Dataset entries
-=-=-
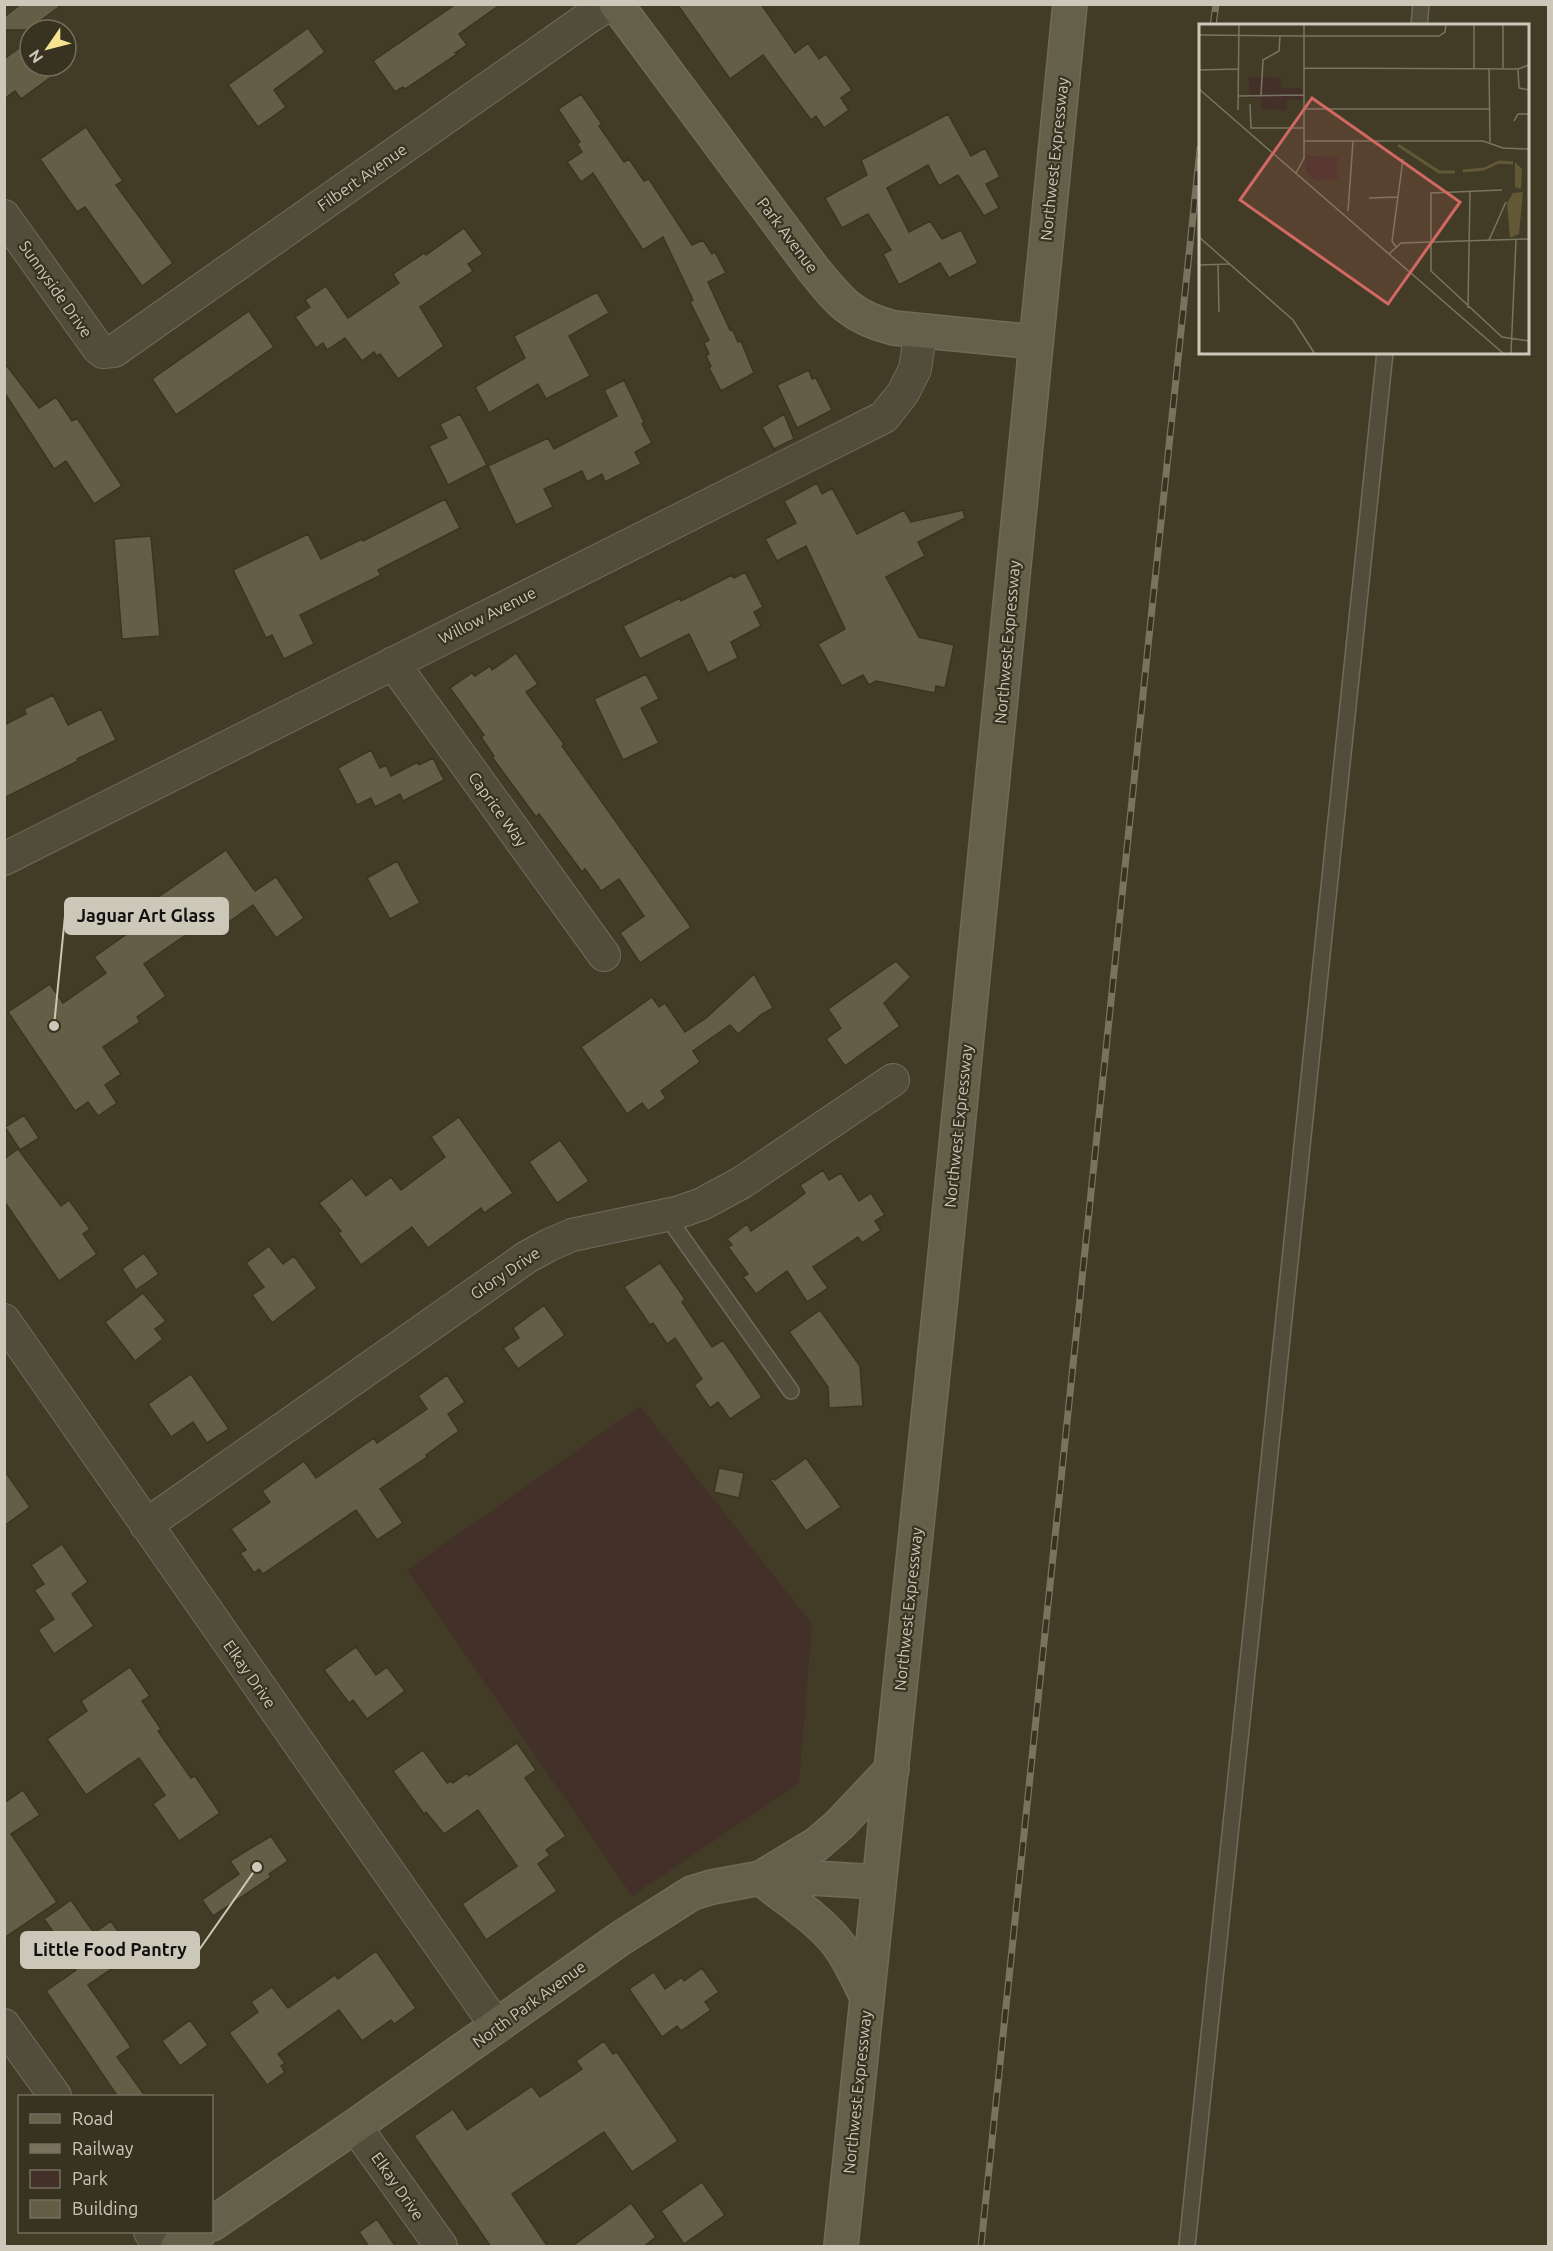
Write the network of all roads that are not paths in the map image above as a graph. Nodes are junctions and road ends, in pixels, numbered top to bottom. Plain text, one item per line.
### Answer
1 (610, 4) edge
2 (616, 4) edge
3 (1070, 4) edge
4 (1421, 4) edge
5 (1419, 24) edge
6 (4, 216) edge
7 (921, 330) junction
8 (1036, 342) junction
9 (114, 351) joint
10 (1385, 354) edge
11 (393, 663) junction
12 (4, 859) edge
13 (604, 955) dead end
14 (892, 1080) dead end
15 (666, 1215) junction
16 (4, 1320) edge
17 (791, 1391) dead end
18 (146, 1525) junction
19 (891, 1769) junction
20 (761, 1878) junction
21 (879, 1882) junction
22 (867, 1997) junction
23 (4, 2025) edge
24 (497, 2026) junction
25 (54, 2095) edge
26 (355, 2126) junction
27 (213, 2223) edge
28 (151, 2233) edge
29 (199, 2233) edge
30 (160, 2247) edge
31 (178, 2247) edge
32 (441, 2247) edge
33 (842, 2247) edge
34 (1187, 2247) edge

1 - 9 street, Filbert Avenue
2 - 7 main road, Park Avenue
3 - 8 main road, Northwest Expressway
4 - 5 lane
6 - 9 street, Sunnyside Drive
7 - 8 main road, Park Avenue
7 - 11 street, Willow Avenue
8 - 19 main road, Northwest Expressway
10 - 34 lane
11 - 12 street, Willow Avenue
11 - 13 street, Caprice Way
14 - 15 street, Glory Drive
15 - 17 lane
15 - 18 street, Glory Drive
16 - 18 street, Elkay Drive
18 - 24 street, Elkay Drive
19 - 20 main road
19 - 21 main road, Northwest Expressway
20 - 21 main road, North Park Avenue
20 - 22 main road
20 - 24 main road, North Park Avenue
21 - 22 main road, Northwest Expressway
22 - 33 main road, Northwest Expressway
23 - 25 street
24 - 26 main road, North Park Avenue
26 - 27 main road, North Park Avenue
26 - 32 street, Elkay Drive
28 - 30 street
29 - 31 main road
-=-=-
* _Assignment_
Show the lines of the records above that mention "street".

* _Answer_
1 - 9 street, Filbert Avenue
6 - 9 street, Sunnyside Drive
7 - 11 street, Willow Avenue
11 - 12 street, Willow Avenue
11 - 13 street, Caprice Way
14 - 15 street, Glory Drive
15 - 18 street, Glory Drive
16 - 18 street, Elkay Drive
18 - 24 street, Elkay Drive
23 - 25 street
26 - 32 street, Elkay Drive
28 - 30 street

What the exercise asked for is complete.